Open source software contributor Russell Coker has been hired by Red Hat Australia’s development team to amalgamate the Security Enhanced Linux (SELinux) architecture into the vendor’s forthcoming Fedora and Enterprise Linux distributions.
SELinux was initially designed by the US National Security Agency (NSA) as an access control technology architecture which could strengthen security levels within an operating system.
According to the NSA Web site, SELinux is “an example of how mandatory access controls that can confine the actions of any process, including a superuser process, can be added into Linux”.
The government agency released SELinux into the open source community in 2000. The architecture has since been further developed by individual developers, as well as under the SELinux for Distributions project.
Melbourne-based Coker has already made a name for himself as one of the key contributors to the SELinux project.
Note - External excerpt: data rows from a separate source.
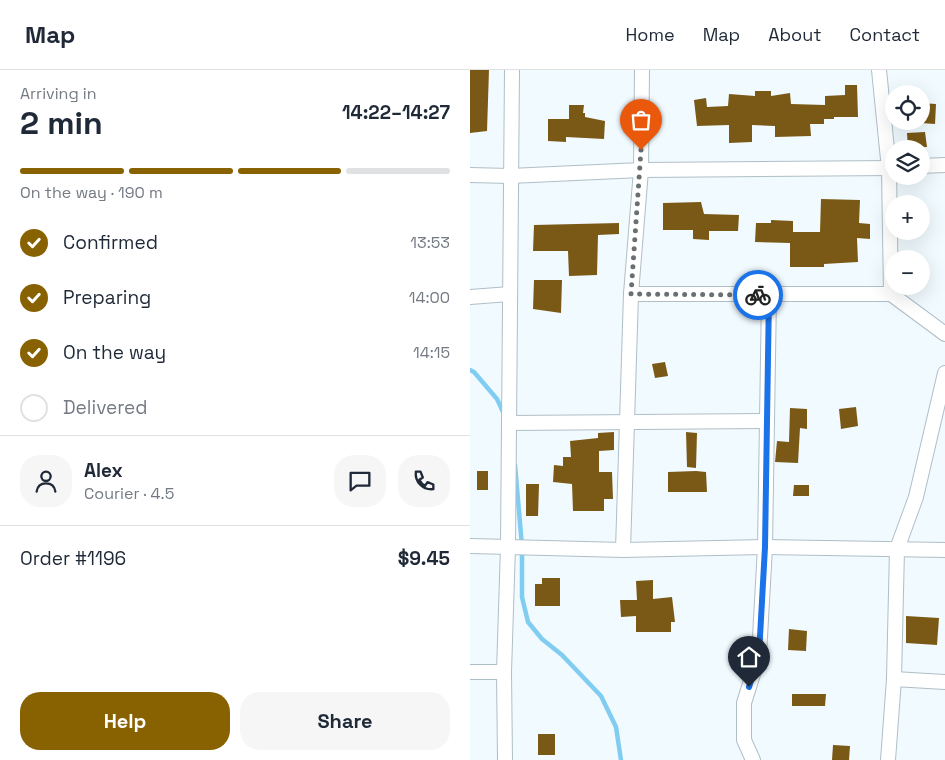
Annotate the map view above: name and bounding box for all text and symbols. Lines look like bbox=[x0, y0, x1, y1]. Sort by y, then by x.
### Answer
text: Map bbox=[25, 19, 75, 50]
text: Home bbox=[626, 23, 675, 46]
text: Map bbox=[703, 23, 740, 46]
text: About bbox=[768, 23, 822, 46]
text: Contact bbox=[850, 23, 920, 46]
text: Arriving in bbox=[20, 83, 97, 104]
map controls bbox=[885, 85, 930, 295]
button: locate bbox=[885, 85, 930, 130]
pin bbox=[620, 99, 662, 150]
text: 14:22–14:27 bbox=[342, 100, 450, 125]
text: 2 min bbox=[20, 103, 103, 143]
icon: bag bbox=[627, 106, 655, 134]
button: layers bbox=[885, 140, 930, 185]
text: On the way · 190 m bbox=[20, 182, 163, 203]
button: + bbox=[885, 195, 930, 240]
icon: check bbox=[20, 229, 48, 257]
text: Confirmed bbox=[63, 230, 158, 255]
text: 13:53 bbox=[410, 232, 450, 253]
button: − bbox=[885, 250, 930, 295]
courier bbox=[733, 270, 783, 320]
icon: bike bbox=[744, 281, 772, 309]
icon: check bbox=[20, 284, 48, 312]
text: Preparing bbox=[63, 285, 151, 310]
text: 14:00 bbox=[409, 287, 450, 308]
icon: check bbox=[20, 339, 48, 367]
text: On the way bbox=[63, 340, 166, 365]
text: 14:15 bbox=[413, 342, 450, 363]
text: Delivered bbox=[63, 395, 148, 420]
button: person bbox=[20, 455, 72, 507]
button: chat bbox=[334, 455, 386, 507]
button: phone bbox=[398, 455, 450, 507]
text: Alex bbox=[84, 458, 123, 483]
text: Courier · 4.5 bbox=[84, 483, 174, 504]
text: Order #1196 bbox=[20, 546, 126, 571]
text: $9.45 bbox=[398, 546, 450, 571]
pin bbox=[728, 636, 770, 687]
icon: home bbox=[735, 643, 763, 671]
button: Help bbox=[20, 692, 230, 750]
button: Share bbox=[240, 692, 450, 750]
As well as being an ongoing contributor to the Debian project, Coker is the first person to release code for an iPAQ PDA running SELinux (including kernel patches and policy).
Specifically, NSA states Coker has “significantly expanded and improved the SELinux example policy configuration, enhanced the run_init and spasswd utilities, developed a devfsd module for managing devfs file contexts, implemented improvements to the setfiles program and extended strace to trace SELinux system calls”.
Coker has also given several presentations and tutorials both internationally and in Australia on the SELinux project and was awarded a $US1000 grant by the James and Charlotte Griffin Foundation charity last year for his technical contribution to SELinux.
Coker will be based at Red Hat Australia’s Melbourne office.
Red Hat Australia chief technology architect Richard Keech said the vendor’s plan is to incorporate SELinux functionality into the core 2 release of Fedora Linux, due out on 19 April.
“Red Hat will be the first to have a security enhanced version of Linux,” he said.
Fedora’s core 2 release will also be one of the first distributions based on the recently released 2.6 Linux kernel, Keech said.
As the Fedora project is a test-bed for future releases of Red Hat’s Enterprise Linux operating system, the SELinux architecture should also make its way into the next Red Hat Enterprise Linux version 4 product, currently slated for release in May 2005.